Adipose Tissue-Derived Omentin-1 Function and Regulation.

Omentin-1, also known as intelectin-1, is a recently identified novel adipocytokine of 313 amino acids, which is expressed in visceral (omental and epicardial) fat as well as mesothelial cells, vascular cells, airway goblet cells, small intestine, colon, ovary, and plasma. The level of omentin-1 expression in (pre)adipocytes is decreased by glucose/insulin and stimulated by fibroblast growth factor-21 and dexamethasone. Several lines of experimental evidence have shown that omentin-1 plays crucial roles in the maintenance of body metabolism and insulin sensitivity, and has anti-inflammatory, anti-atherosclerotic, and cardiovascular protective effects via AMP-activated protein kinase/Akt/nuclear factor-κB/mitogen-activated protein kinase (ERK, JNK, and p38) signaling.
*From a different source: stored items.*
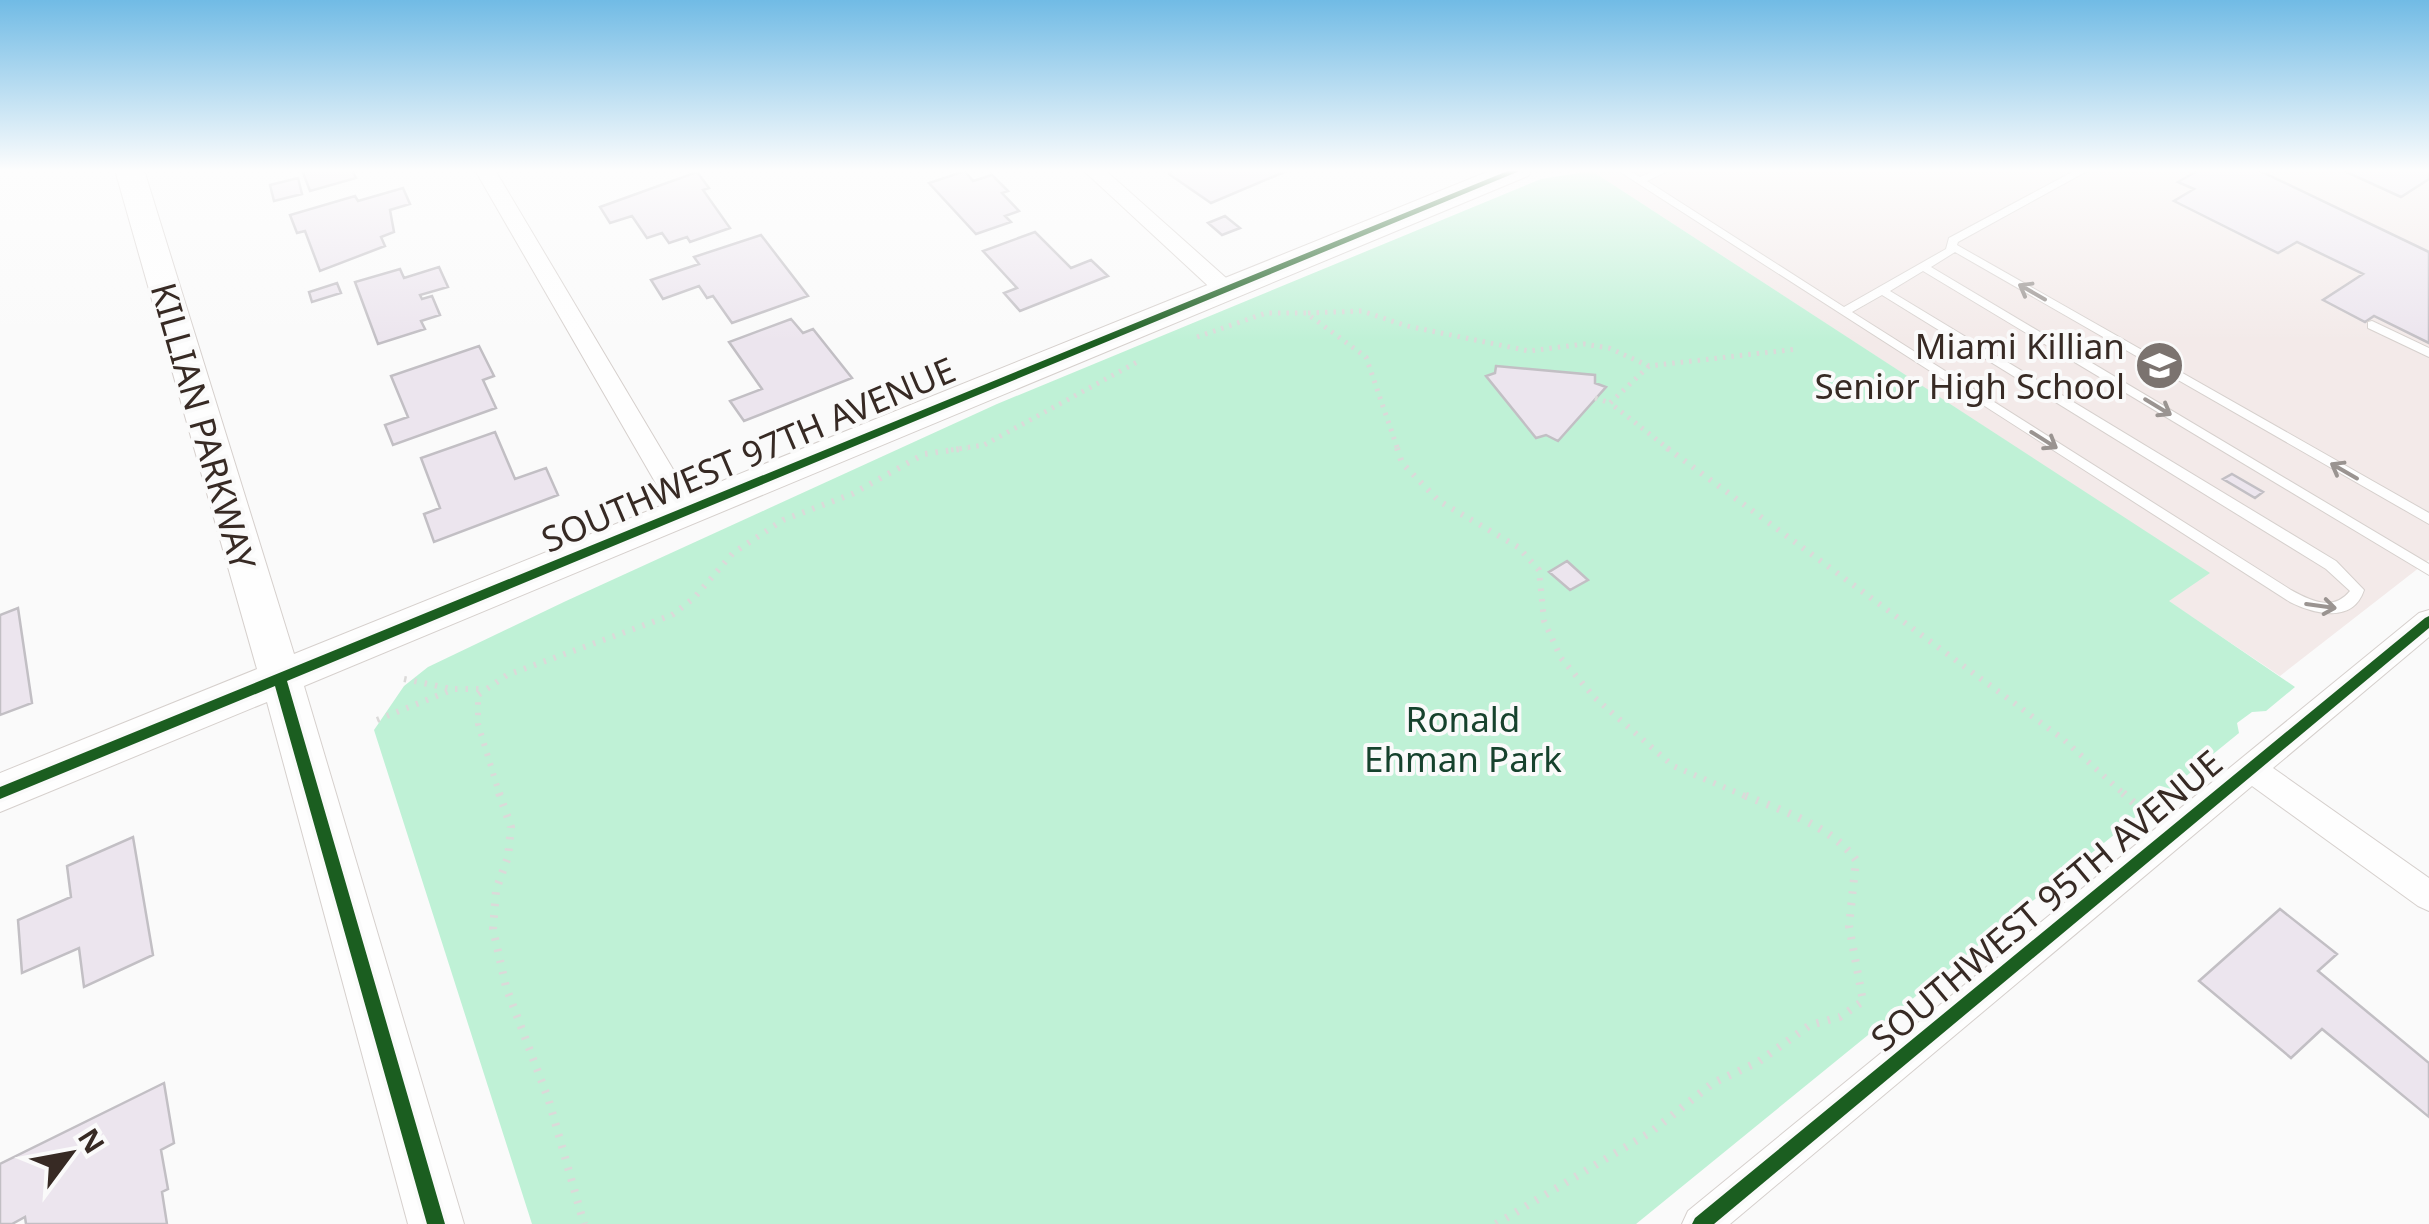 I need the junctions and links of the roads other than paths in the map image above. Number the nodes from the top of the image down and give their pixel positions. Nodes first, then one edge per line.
1 (145, 227) edge
2 (518, 227) edge
3 (1156, 227) edge
4 (1379, 227) edge
5 (1710, 227) edge
6 (1977, 227) edge
7 (1952, 246) junction
8 (1924, 267) junction
9 (1226, 290) junction
10 (1881, 290) junction
11 (1844, 312) junction
12 (2372, 325) dead end
13 (2429, 353) edge
14 (686, 513) junction
15 (2429, 519) edge
16 (2429, 570) edge
17 (2429, 621) edge
18 (280, 680) junction
19 (2252, 768) junction
20 (0, 792) edge
21 (2429, 896) edge
22 (436, 1224) edge
23 (1701, 1224) edge

1 - 18 street, KILLIAN PARKWAY
2 - 14 street
3 - 9 street
4 - 9 street, SOUTHWEST 97TH AVENUE
5 - 11 lane
6 - 7 lane
7 - 8 lane
15 -> 7 lane
8 - 10 lane
8 -> 16 lane
9 - 14 street, SOUTHWEST 97TH AVENUE
10 - 11 lane
11 -> 10 lane
12 - 13 lane
14 - 18 street, SOUTHWEST 97TH AVENUE
17 - 19 street, SOUTHWEST 95TH AVENUE
18 - 20 street, SOUTHWEST 97TH AVENUE
18 - 22 street, KILLIAN PARKWAY
19 - 21 street
19 - 23 street, SOUTHWEST 95TH AVENUE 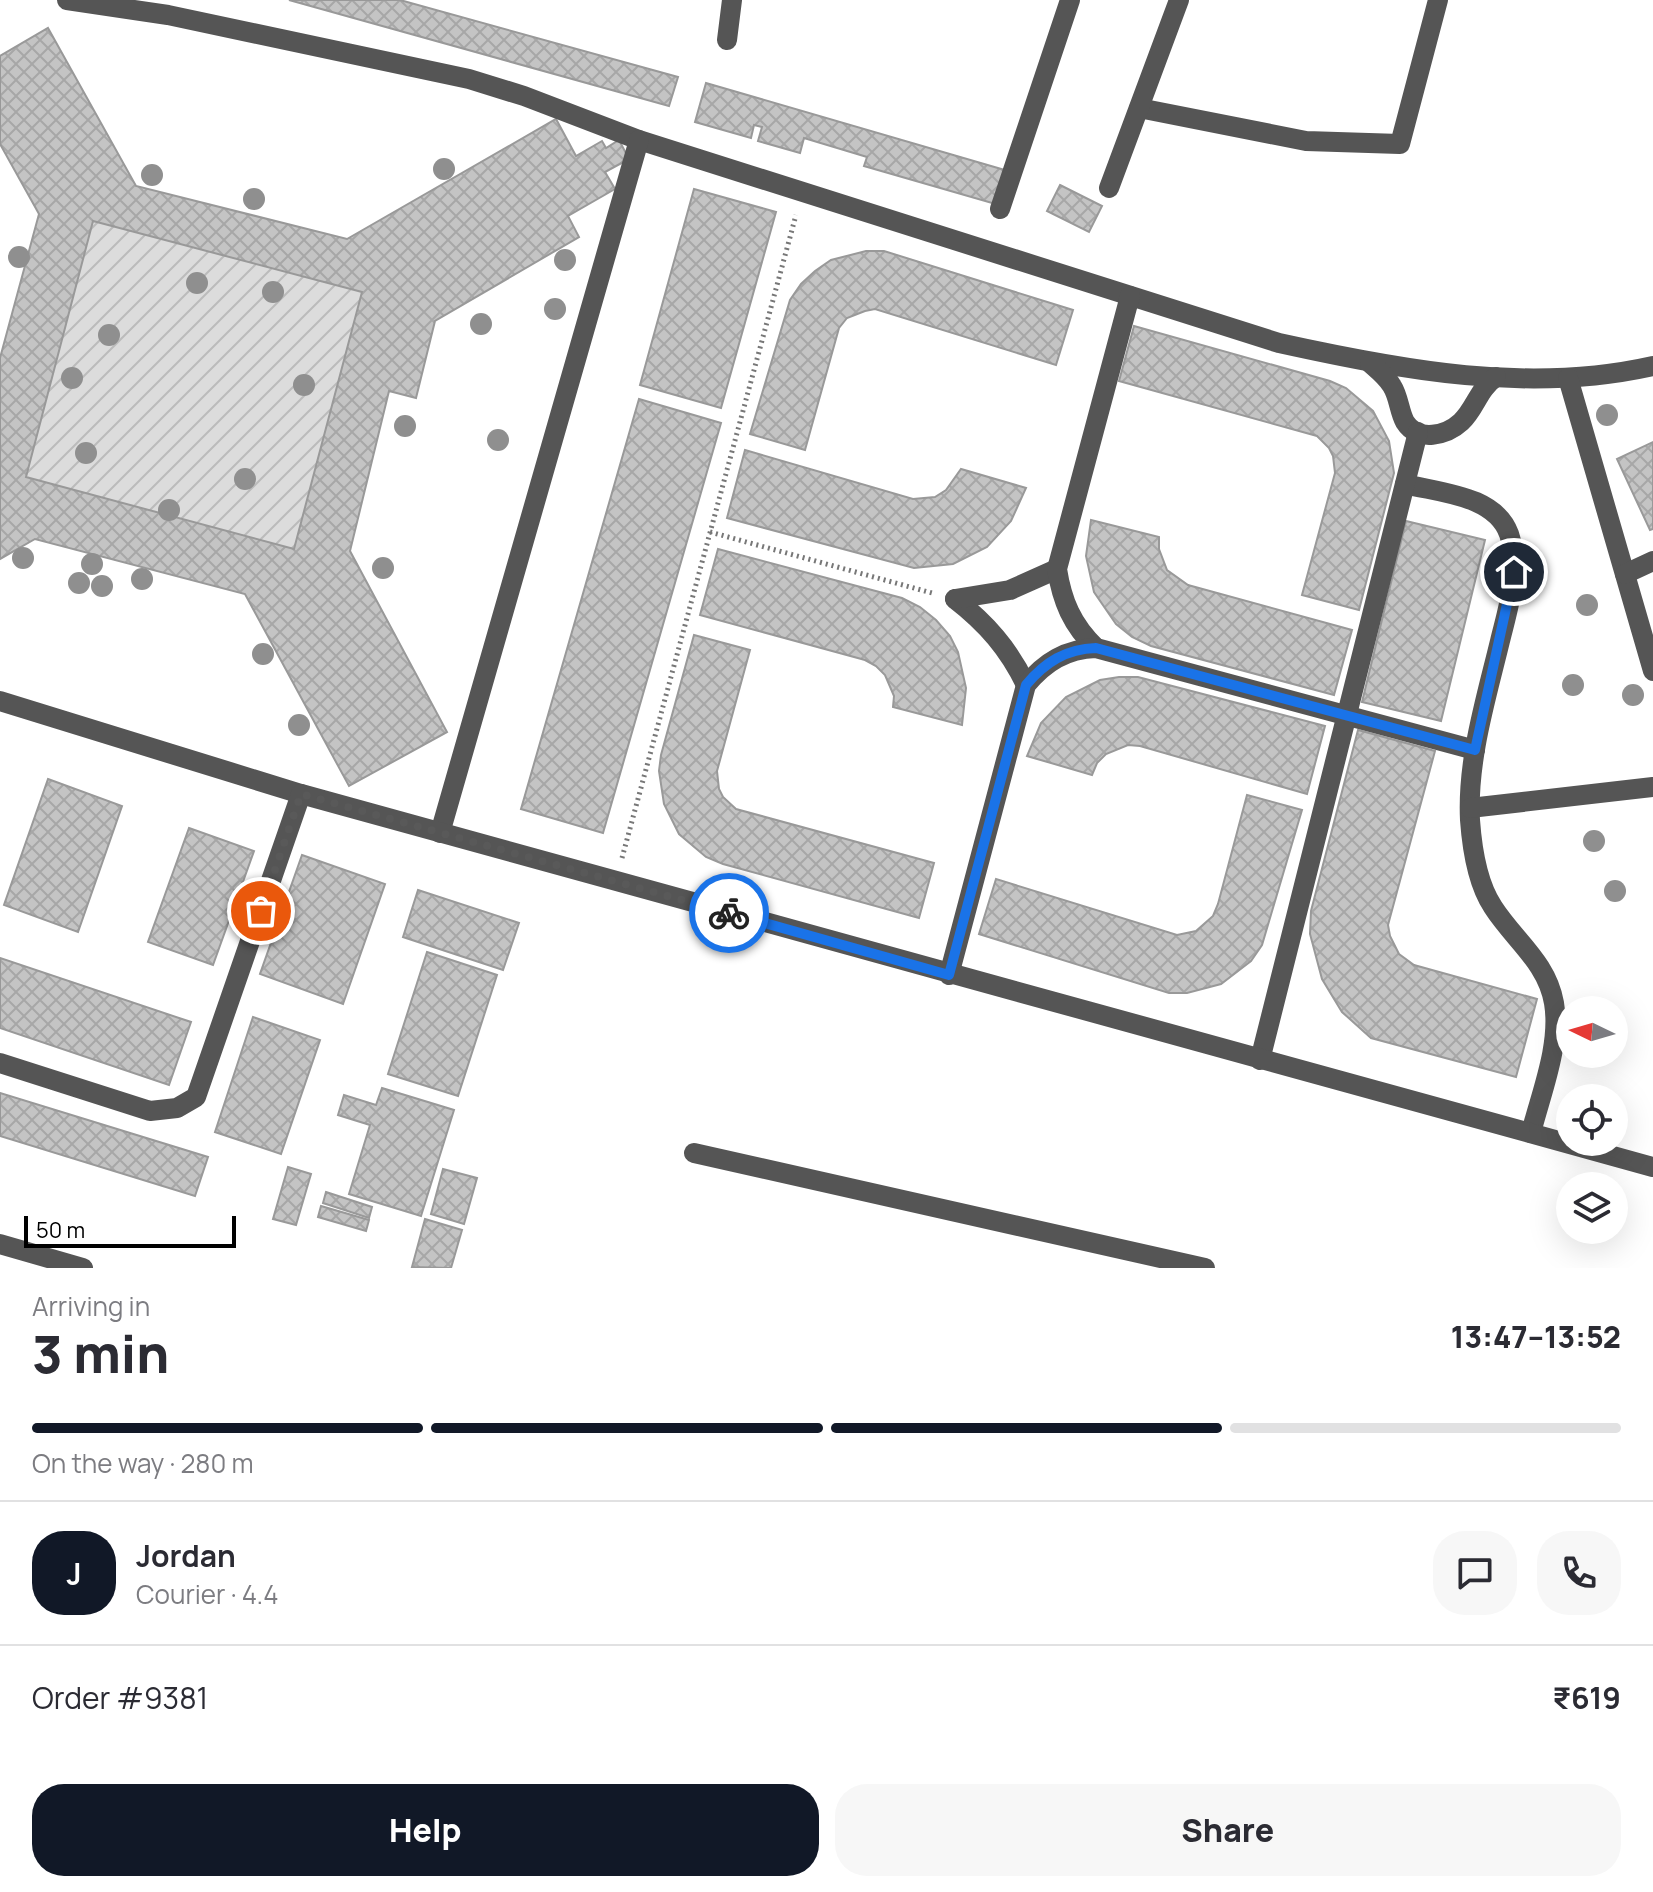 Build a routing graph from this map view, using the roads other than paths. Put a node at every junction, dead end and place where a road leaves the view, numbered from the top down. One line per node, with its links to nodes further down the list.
1 (67, 0): 8 (street)
2 (732, 0): 6 (street)
3 (1070, 0): 10 (street)
4 (1179, 0): 7 (street)
5 (1438, 0): 7 (street)
6 (727, 40)
7 (1139, 108): 9 (street)
8 (639, 140): 11 (street); 30 (street)
9 (1109, 188)
10 (1000, 209)
11 (1130, 296): 12 (street); 19 (street)
12 (1370, 363): 14 (street); 16 (street)
13 (1653, 366): 15 (street)
14 (1496, 377): 15 (street); 16 (street)
15 (1568, 378): 20 (street)
16 (1418, 432): 17 (street)
17 (1405, 484): 25 (street); 26 (street)
18 (1653, 561): 20 (street)
19 (1057, 569): 21 (street); 23 (street)
20 (1625, 574): 22 (street)
21 (1096, 648): 23 (street); 25 (street)
22 (1653, 671)
23 (1026, 685): 31 (street)
24 (0, 701): 28 (street)
25 (1347, 715): 26 (street); 32 (street)
26 (1475, 750): 29 (street)
27 (1653, 787): 29 (street)
28 (301, 794): 30 (street); 33 (street)
29 (1470, 808): 34 (street)
30 (440, 833): 31 (street)
31 (949, 975): 32 (street)
32 (1260, 1060): 34 (street)
33 (0, 1063)
34 (1531, 1133): 36 (street)
35 (694, 1153): 39 (street)
36 (1653, 1167)
37 (0, 1244): 38 (street)
38 (83, 1268)
39 (1205, 1268)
Clinical studies have indicated the usage of circulating omentin-1 as a biomarker of obesity, metabolic disorders including insulin resistance, diabetes, and metabolic syndrome, and atherosclerotic cardiovascular diseases. It is also possible to use circulating omentin-1 as a biomarker of bone metabolism, inflammatory diseases, cancers, sleep apnea syndrome, preeclampsia, and polycystic ovary syndrome. Decreased omentin-1 levels are generally associated with these diseases. However, omentin-1 increases to counteract the acute phase after onset of these diseases. These findings indicate that omentin-1 may be a negative risk factor for these diseases, and also act as an acute-phase reactant by its anti-inflammatory and atheroprotective effects. Therapeutic strategies to restore omentin-1 levels may be valuable for the prevention or treatment of these diseases. Weight loss, olive oil-rich diet, aerobic training, and treatment with atorvastatin and antidiabetic drugs (metformin, pioglitazone, and exenatide) are effective means of increasing circulating omentin-1 levels. This review provides insights into the potential use of omentin-1 as a biomarker and therapeutic target for these diseases. © 2017 American Physiological Society. Compr Physiol 7:765-781, 2017.